La cuestión clave no es la anécdota, una contradicción más en una serie interminable, sino la categoría. La idea de que la ciudadanía carece de memoria para penalizar a un dirigente que cada día sostiene una opinión distinta. Ya decía Zapatero, con su descoco sonriente, aquello de que las palabras están al servicio de la política. De una política líquida, se entiende, reducida a la insustancialidad, a la cháchara vacía, a la conveniencia efímera, al vaivén de las tácticas oportunistas y a una especie de ámbito moral laxo, de relativismo pragmático, donde no existen diferencias entre la verdad y la mentira porque sólo importa la coyuntura, la circunstancia, la perspectiva. Una política inconsistente, quebradiza, maleable, frívola, inmune al principio de contradicción, como ha dicho alguna vez Eduardo Madina. Una política sin vínculos epistémicos, desanclada de la coherencia y de la realidad misma.
Al presidente le irrita que la gente no se fíe de él, que le haya perdido la confianza, que lo considere un tarambana sin criterio. Parece sentirse tan satisfecho de sí mismo que no comprende el motivo de su falta de crédito. Quizá perciba a los españoles presos de esa maldita manía conservadora, facha, del apego a los conceptos; qué más dará que cambie de parecer a cada momento si es él quien tiene la facultad suprema de manejar los tiempos y descifrar el sentido de los hechos.

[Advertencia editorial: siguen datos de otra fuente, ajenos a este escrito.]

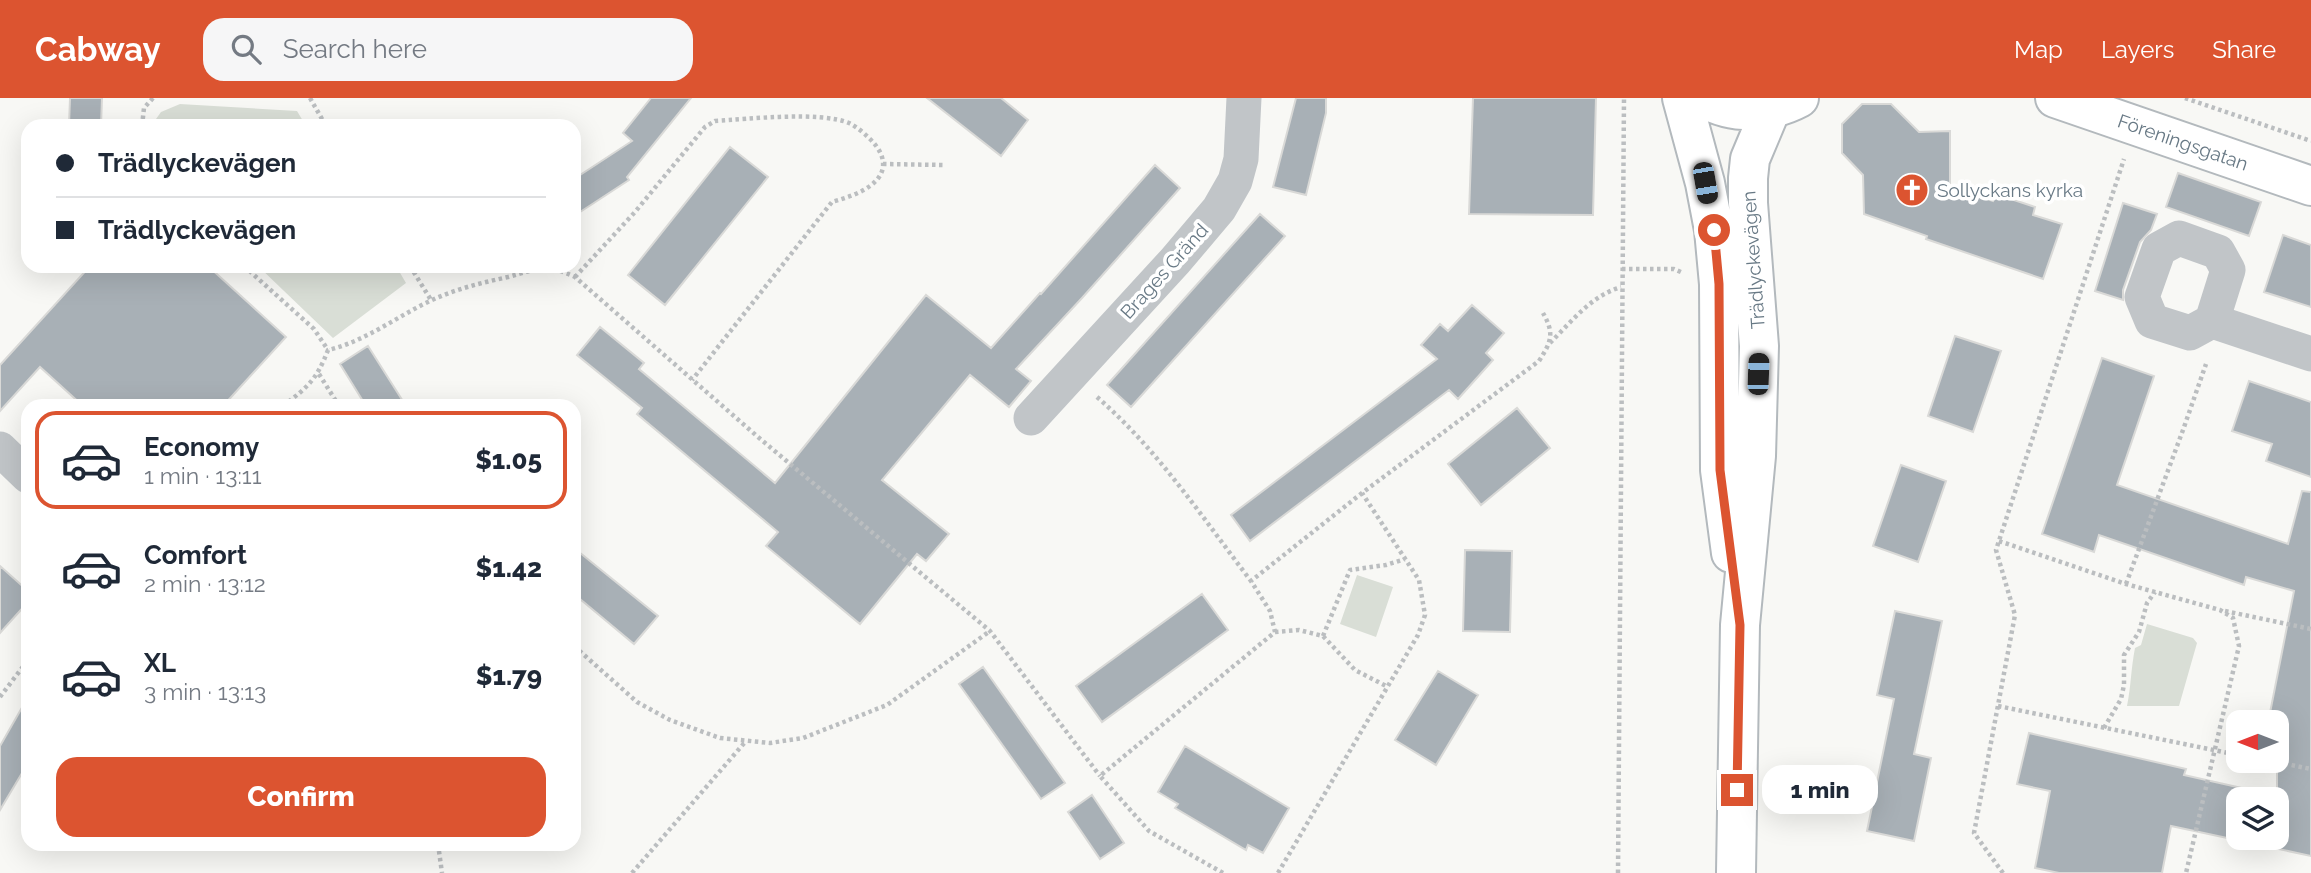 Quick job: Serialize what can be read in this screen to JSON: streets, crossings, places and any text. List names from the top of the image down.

A qué viene tanto reproche por saber adaptarse a los acontecimientos, quién y con qué autoridad ha decidido que eso constituya un defecto. Claro que rectifica a menudo, y lo seguirá haciendo convencido de seguir el rumbo correcto, que es el de mantenerse en el poder a cualquier precio. Algún día los españoles, tan ingratos con su esfuerzo, apreciaremos su mérito. Será cuando alcancemos a comprender que sólo cuando nos quiere engañar es sincero.